Additionally, Intel indicated that aside from the better inventory dynamics, the company is also seeing some indications of increasing demand in personal computers.
Moreover, another positive news is that Intel is boosting its gross profit margin guidance to 62 percent from 60 percent. The multinational tech company primarily attributes this to higher personal computer unit volume. Furthermore, Intel pointed out that the operating expenses will clock in at around $5.2 billion, representing a slight raise from the previous guidance of $5.1 billion.
The microprocessor company did not sell PCs directly to clients. Yet, it sells important components to PC vendors. These vendors then take Intel’s components and include them into the systems that are sold to customers. Moreover, they have to keep supplies of components and completed systems to be able to cater to the orders in a timely manner.
Those vendors of the systems have to make their best guesses as to the level of demand that they will witness for PCs. These demand estimates most likely inform the production of Intel and sales plans. This is precisely how the microprocessor corporation manages to provide reasonably strong sales guidance for the quarter.

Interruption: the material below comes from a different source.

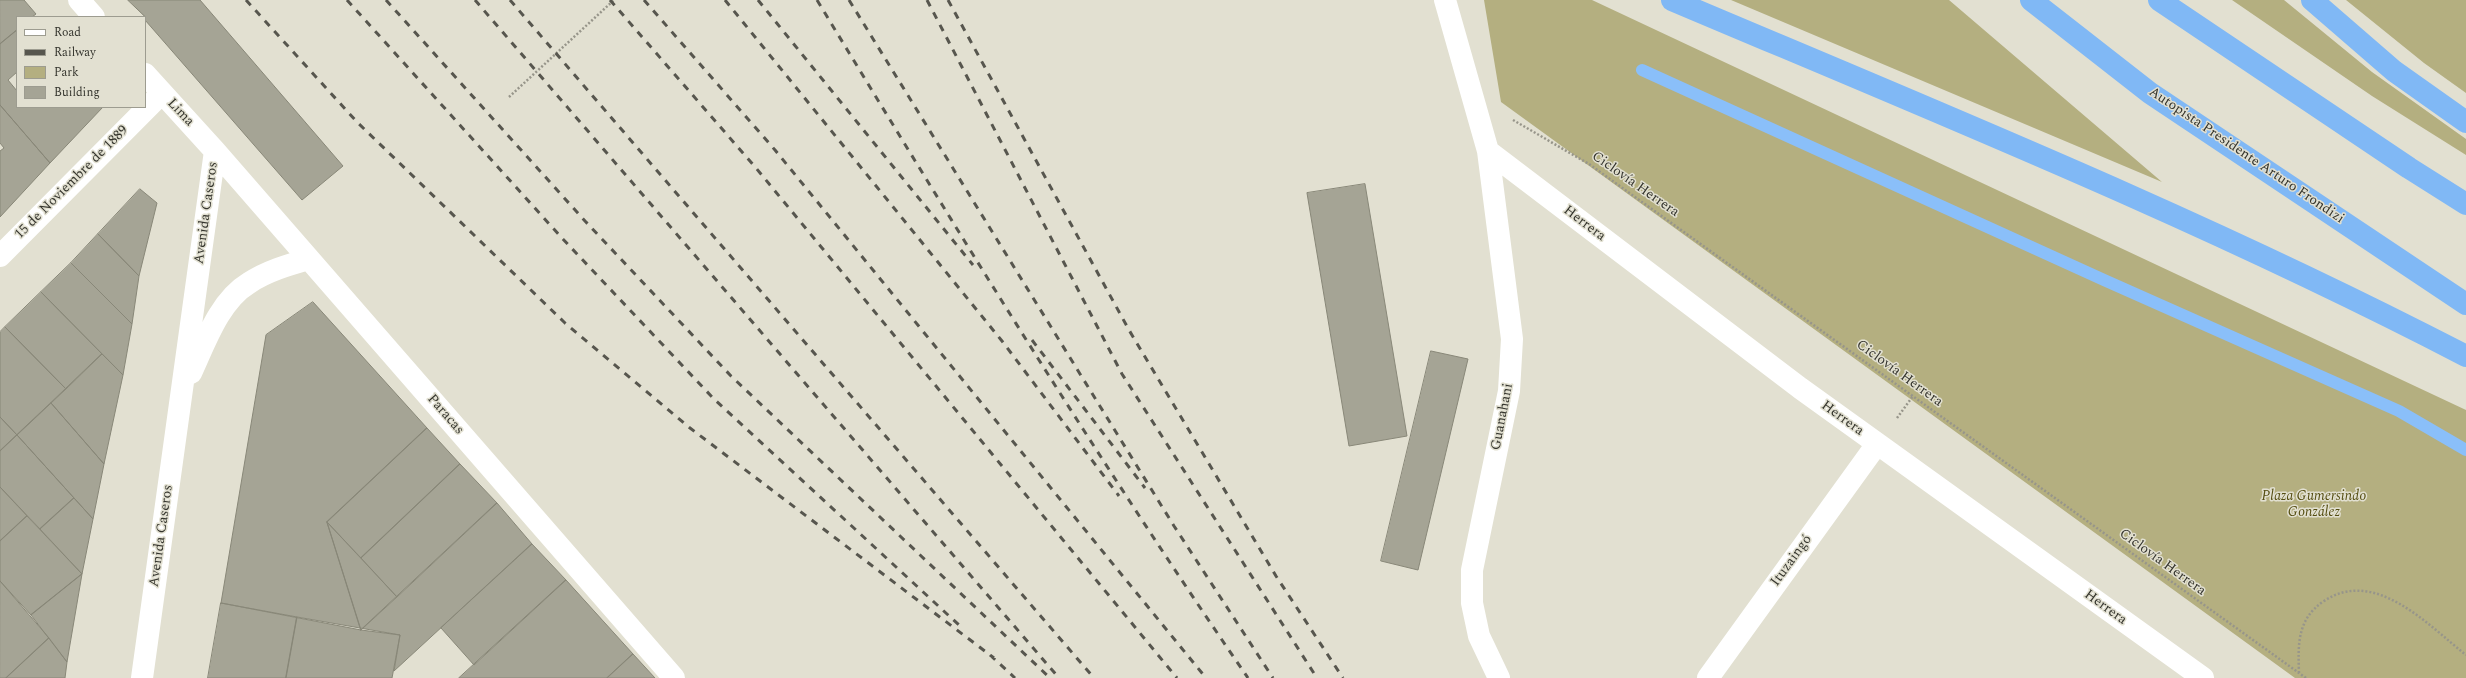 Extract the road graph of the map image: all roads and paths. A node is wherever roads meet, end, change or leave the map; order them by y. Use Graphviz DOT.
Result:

What seems to be going on is that the PC vendors found themselves with lower supply levels of components and PCs than they would like. Hence, they have appeared to order more processors from Intel in an attempt to bring their supply levels higher to effectively support the demand that they anticipate for their products.
Aside from higher sales of personal computer processors, the company also guided gross profit margins higher which aids in boosting the profit growth that greater revenues at flat margins would have brought.
The chip manufacturer owns and operates its own factories and most of the microprocessors that the company develops are targeted at PCs. In order to establish and equip these manufacturing facilities, Intel have to make huge capital investments.
The depreciation costs incurred by Intel in a specific quarter are essentially fixed, and that expense is spread out across the chips that the microprocessor company ships in that period.
If the company manages to ship more microprocessors than it had previously anticipated, then that depreciation cost is spread out over a significant number of chips. With this, the effective cost to develop a chip becomes lower, resulting in better gross profit margins.
As of the time of writing, the INTC stock is trading at $37.16, down by 0.01 percent or 0.01 points.